*** Opening of EXCERPTED DATA ***

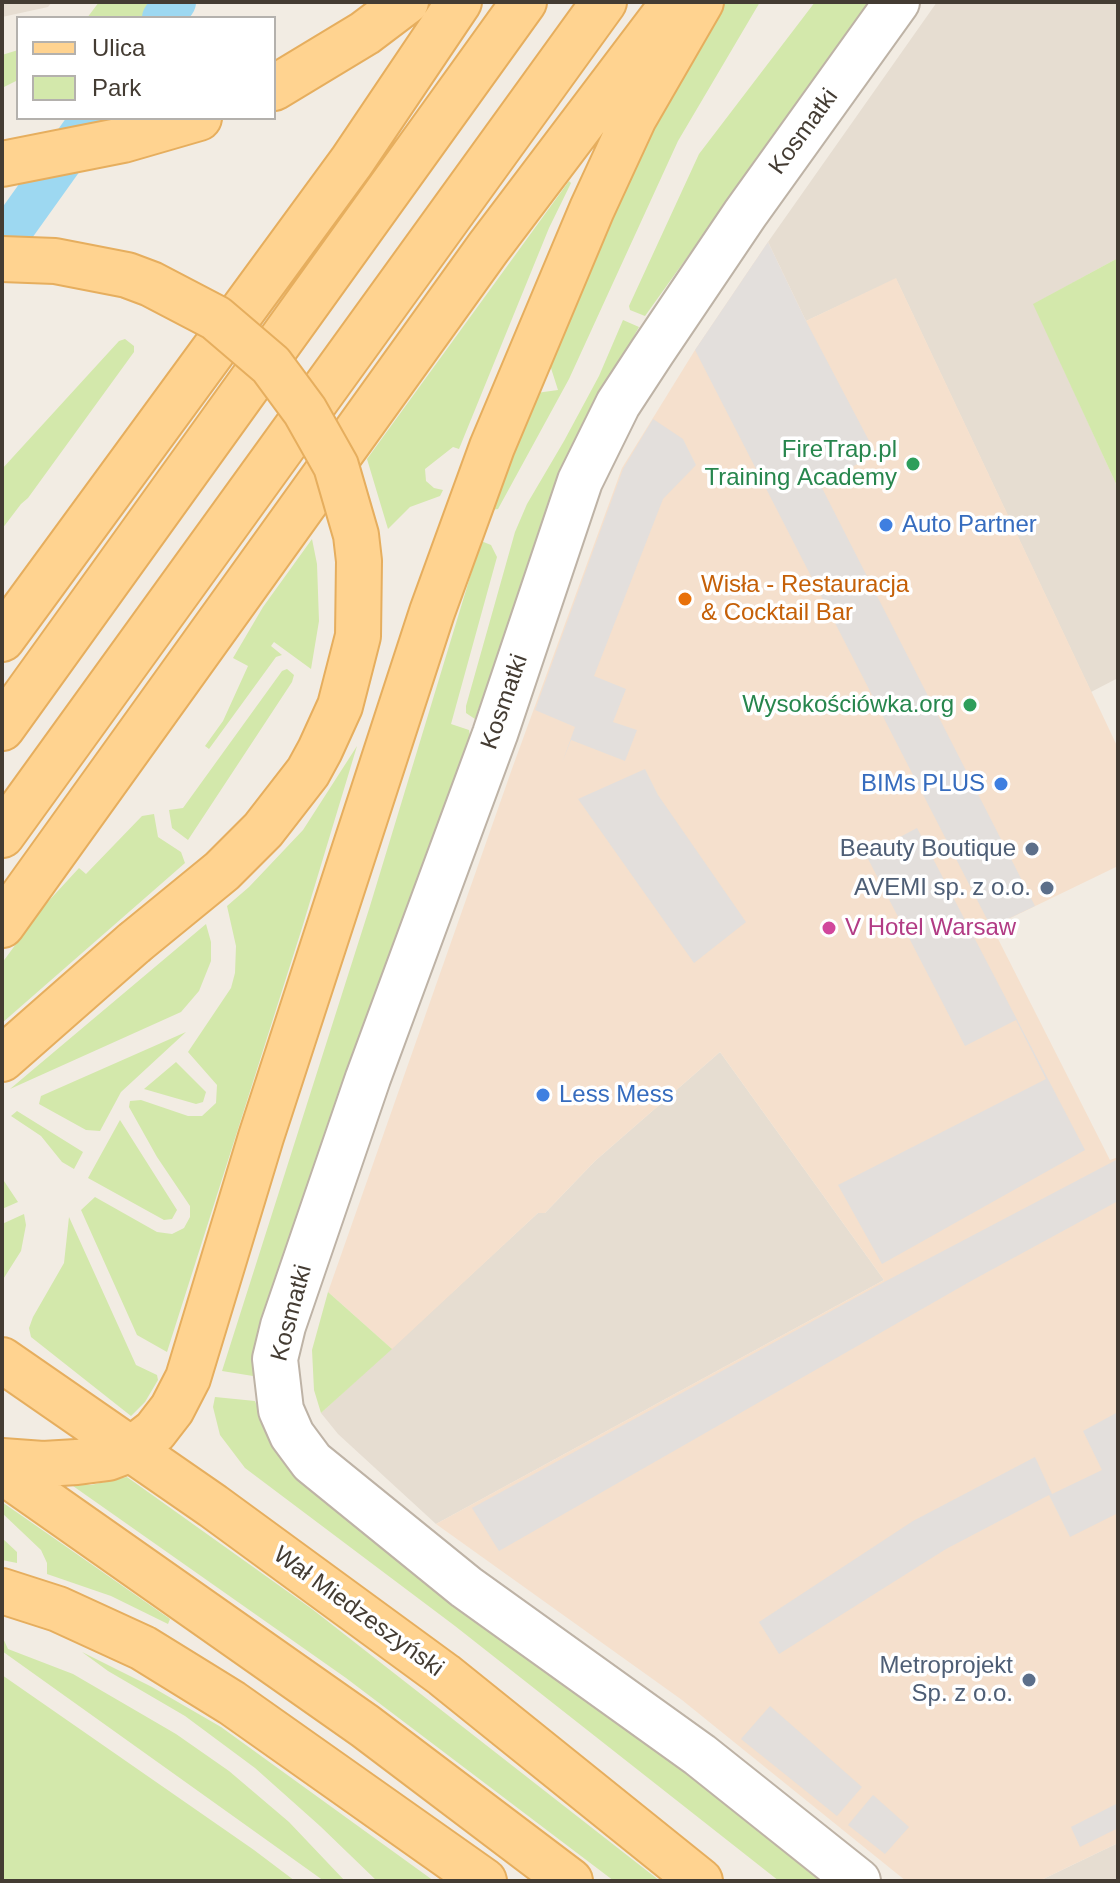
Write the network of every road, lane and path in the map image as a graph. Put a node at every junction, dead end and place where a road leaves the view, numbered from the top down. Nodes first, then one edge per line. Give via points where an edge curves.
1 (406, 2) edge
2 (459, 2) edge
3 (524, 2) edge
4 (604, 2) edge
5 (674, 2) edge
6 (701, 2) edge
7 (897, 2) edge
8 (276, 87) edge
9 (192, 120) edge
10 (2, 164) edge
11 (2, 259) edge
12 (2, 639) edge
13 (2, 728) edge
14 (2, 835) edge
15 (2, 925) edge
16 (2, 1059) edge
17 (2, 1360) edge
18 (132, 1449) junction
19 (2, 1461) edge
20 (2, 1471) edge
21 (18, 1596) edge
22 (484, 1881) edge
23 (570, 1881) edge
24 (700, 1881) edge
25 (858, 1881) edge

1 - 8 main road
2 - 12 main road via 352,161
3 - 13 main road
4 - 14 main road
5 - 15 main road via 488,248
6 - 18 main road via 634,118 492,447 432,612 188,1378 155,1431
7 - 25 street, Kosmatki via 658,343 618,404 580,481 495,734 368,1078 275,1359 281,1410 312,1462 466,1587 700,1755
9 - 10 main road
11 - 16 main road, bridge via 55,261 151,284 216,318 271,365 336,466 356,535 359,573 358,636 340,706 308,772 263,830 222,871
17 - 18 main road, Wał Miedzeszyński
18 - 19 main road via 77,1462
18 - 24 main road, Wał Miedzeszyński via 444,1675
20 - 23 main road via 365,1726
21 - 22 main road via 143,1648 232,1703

*** Close of EXCERPTED DATA ***

### YOUR TASK
Every entry must be transcribed exactly. Pictures do not belong in the copy.

### TASK SOLUTION
Write the network of every road, lane and path in the map image as a graph. Put a node at every junction, dead end and place where a road leaves the view, numbered from the top down. Nodes first, then one edge per line. Give via points where an edge curves.
1 (406, 2) edge
2 (459, 2) edge
3 (524, 2) edge
4 (604, 2) edge
5 (674, 2) edge
6 (701, 2) edge
7 (897, 2) edge
8 (276, 87) edge
9 (192, 120) edge
10 (2, 164) edge
11 (2, 259) edge
12 (2, 639) edge
13 (2, 728) edge
14 (2, 835) edge
15 (2, 925) edge
16 (2, 1059) edge
17 (2, 1360) edge
18 (132, 1449) junction
19 (2, 1461) edge
20 (2, 1471) edge
21 (18, 1596) edge
22 (484, 1881) edge
23 (570, 1881) edge
24 (700, 1881) edge
25 (858, 1881) edge

1 - 8 main road
2 - 12 main road via 352,161
3 - 13 main road
4 - 14 main road
5 - 15 main road via 488,248
6 - 18 main road via 634,118 492,447 432,612 188,1378 155,1431
7 - 25 street, Kosmatki via 658,343 618,404 580,481 495,734 368,1078 275,1359 281,1410 312,1462 466,1587 700,1755
9 - 10 main road
11 - 16 main road, bridge via 55,261 151,284 216,318 271,365 336,466 356,535 359,573 358,636 340,706 308,772 263,830 222,871
17 - 18 main road, Wał Miedzeszyński
18 - 19 main road via 77,1462
18 - 24 main road, Wał Miedzeszyński via 444,1675
20 - 23 main road via 365,1726
21 - 22 main road via 143,1648 232,1703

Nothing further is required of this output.